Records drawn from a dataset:
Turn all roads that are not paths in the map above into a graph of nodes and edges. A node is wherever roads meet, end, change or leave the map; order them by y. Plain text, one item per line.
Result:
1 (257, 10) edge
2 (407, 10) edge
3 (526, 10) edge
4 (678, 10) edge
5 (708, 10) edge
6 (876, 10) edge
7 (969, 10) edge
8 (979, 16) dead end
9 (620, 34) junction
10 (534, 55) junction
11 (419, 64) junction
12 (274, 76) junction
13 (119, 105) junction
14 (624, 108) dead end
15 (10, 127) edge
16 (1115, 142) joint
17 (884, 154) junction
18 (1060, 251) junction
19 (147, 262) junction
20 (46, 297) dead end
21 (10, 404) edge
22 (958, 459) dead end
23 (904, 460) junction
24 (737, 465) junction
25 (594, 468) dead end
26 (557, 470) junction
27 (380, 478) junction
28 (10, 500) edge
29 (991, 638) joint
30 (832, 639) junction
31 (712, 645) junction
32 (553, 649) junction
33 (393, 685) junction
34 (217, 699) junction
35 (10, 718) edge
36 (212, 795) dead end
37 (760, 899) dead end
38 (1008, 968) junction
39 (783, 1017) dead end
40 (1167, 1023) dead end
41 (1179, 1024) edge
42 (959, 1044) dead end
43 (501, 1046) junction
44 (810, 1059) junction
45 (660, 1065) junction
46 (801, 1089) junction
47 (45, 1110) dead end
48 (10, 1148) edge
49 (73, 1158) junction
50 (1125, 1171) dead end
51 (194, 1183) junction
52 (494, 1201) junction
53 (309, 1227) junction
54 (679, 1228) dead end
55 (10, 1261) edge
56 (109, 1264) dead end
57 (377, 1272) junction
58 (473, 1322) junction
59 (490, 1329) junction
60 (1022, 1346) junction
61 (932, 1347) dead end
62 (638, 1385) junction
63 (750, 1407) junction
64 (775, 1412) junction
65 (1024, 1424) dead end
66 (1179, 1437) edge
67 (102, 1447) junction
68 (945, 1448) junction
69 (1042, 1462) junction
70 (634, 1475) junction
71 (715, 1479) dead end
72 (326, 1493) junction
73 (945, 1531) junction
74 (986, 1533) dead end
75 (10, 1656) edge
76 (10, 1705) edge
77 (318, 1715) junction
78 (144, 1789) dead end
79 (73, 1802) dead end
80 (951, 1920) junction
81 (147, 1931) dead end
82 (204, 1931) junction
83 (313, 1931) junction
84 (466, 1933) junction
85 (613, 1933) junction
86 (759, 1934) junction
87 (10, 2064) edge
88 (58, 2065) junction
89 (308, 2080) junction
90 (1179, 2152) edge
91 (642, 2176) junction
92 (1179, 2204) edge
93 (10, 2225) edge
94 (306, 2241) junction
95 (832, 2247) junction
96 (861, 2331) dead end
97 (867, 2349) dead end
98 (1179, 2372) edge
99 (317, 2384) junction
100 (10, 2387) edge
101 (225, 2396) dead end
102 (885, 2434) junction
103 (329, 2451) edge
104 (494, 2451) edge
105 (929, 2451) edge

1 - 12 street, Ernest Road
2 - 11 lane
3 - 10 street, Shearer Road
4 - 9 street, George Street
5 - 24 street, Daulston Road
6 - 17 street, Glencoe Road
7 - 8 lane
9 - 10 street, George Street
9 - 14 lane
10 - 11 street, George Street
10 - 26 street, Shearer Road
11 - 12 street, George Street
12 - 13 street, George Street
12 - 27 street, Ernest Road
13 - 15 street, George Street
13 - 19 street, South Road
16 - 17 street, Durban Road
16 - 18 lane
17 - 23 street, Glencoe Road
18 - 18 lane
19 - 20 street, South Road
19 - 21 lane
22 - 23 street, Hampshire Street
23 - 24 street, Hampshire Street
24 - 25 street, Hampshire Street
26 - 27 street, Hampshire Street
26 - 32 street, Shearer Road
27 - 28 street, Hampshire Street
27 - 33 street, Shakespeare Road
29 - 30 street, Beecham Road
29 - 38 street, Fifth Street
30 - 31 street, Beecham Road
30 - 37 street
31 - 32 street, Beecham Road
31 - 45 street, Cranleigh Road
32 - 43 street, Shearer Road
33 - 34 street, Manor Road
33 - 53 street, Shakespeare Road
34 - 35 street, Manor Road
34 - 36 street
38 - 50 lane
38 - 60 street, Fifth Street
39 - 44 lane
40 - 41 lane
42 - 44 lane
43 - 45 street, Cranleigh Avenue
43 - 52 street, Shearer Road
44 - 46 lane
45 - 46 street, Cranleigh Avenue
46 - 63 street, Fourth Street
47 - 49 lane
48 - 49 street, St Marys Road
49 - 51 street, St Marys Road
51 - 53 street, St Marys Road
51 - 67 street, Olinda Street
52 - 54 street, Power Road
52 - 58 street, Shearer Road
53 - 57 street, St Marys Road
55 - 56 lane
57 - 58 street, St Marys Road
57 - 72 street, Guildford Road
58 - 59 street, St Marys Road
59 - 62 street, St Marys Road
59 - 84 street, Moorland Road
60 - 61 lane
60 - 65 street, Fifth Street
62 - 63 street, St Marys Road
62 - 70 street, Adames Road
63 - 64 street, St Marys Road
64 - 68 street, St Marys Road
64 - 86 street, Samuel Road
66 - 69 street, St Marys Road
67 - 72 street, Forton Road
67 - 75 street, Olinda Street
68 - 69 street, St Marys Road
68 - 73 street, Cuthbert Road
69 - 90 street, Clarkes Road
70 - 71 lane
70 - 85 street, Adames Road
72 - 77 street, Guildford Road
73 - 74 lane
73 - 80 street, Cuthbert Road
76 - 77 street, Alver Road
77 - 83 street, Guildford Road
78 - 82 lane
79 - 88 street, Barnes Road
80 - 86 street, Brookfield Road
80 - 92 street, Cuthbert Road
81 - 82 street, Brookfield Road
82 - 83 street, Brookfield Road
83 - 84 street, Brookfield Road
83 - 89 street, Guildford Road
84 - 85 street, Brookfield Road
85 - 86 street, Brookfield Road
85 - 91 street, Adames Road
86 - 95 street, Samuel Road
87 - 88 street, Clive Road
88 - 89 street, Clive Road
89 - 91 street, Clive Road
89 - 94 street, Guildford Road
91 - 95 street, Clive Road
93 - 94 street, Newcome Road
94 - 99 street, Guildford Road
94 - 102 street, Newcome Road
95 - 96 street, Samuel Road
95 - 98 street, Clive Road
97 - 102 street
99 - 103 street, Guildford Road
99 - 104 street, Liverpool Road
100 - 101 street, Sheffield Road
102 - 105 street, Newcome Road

Problem description ::
On how many lines above does the word "Avenue" appear? Only the number should be given.

Reply to the task ::
2